(How to complete this task) Find the string "where" in the records. Copy every line it appears in.

(Data provided)

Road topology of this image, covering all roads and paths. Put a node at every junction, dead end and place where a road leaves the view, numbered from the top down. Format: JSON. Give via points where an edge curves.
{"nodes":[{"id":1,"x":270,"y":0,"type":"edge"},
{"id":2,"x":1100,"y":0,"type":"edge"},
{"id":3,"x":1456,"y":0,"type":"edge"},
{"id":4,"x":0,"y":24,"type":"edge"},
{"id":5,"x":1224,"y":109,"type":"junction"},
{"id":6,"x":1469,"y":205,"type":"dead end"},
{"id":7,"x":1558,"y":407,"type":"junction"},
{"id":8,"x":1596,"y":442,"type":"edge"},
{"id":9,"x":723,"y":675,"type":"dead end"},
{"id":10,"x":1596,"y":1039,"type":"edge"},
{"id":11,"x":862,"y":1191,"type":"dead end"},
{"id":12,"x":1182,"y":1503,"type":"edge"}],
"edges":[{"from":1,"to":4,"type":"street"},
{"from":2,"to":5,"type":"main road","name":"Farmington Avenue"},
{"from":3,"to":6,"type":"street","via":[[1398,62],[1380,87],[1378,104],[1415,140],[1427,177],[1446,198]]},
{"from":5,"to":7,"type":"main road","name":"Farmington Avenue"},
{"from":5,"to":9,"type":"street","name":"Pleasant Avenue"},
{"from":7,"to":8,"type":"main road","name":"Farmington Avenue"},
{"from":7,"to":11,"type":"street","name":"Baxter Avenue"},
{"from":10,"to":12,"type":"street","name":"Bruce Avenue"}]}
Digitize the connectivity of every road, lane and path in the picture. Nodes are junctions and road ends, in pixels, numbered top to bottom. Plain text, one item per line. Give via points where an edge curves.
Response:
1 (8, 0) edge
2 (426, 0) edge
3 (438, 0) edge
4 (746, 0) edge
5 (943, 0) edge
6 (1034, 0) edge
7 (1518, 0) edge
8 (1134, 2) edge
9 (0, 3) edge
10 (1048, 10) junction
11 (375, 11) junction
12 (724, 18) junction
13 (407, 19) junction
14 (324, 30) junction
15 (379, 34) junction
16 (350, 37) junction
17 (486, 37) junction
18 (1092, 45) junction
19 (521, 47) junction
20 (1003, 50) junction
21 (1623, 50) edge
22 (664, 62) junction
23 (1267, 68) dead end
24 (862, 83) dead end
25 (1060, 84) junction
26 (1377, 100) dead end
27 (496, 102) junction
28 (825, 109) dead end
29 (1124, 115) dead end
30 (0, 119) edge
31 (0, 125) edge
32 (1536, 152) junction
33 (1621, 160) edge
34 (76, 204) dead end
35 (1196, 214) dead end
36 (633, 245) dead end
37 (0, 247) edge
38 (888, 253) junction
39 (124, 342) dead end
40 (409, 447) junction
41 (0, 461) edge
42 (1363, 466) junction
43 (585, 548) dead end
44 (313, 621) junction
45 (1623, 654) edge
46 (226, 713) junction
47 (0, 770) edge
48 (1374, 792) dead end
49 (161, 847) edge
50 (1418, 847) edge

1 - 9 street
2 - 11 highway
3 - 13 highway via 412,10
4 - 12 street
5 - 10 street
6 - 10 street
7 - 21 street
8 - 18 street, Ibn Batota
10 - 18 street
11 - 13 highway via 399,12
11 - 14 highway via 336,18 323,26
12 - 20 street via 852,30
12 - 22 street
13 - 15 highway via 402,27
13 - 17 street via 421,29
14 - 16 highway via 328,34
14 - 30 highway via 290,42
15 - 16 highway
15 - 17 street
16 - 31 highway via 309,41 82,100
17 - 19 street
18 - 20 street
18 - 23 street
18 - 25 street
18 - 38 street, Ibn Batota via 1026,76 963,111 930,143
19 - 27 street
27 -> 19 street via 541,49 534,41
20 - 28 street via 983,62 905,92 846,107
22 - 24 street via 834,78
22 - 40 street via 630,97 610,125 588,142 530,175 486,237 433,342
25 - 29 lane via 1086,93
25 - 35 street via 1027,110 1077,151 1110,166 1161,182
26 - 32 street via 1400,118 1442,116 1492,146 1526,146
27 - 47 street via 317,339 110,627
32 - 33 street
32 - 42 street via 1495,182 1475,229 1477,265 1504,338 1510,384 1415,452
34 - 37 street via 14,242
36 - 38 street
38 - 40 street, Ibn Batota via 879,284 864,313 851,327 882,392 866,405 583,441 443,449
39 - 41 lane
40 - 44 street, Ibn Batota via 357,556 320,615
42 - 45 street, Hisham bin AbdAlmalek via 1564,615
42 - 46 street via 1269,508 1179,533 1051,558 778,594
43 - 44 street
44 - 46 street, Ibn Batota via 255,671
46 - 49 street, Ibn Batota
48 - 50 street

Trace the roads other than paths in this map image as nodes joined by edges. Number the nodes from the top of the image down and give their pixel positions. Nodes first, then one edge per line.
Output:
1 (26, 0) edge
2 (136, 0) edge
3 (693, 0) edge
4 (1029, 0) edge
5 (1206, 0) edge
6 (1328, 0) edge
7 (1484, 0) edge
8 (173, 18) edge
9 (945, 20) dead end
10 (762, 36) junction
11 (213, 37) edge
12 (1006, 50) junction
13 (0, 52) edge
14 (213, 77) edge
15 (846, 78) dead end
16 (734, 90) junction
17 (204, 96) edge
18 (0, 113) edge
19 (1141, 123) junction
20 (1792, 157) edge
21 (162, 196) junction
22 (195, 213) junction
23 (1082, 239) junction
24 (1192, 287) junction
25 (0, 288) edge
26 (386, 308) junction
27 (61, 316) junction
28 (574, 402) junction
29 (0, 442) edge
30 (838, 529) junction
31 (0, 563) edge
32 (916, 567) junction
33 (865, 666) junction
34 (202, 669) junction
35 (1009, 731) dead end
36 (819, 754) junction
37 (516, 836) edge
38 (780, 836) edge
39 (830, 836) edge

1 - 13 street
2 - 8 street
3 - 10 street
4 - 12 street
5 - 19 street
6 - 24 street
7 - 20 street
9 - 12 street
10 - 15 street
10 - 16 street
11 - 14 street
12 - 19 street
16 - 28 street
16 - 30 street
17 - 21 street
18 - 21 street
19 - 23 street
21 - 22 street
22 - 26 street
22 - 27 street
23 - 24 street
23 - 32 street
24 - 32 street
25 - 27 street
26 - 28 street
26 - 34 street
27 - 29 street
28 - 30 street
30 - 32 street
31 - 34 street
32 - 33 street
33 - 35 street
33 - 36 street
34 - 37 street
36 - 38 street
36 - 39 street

(Task solution)
Road topology of this image, covering all roads and paths. Put a node at every junction, dead end and place where a road leaves the view, numbered from the top down. Format: JSON. Give via points where an edge curves.
Digitize the connectivity of every road, lane and path in the picture. Nodes are junctions and road ends, in pixels, numbered top to bottom. Plain text, one item per line. Give via points where an edge curves.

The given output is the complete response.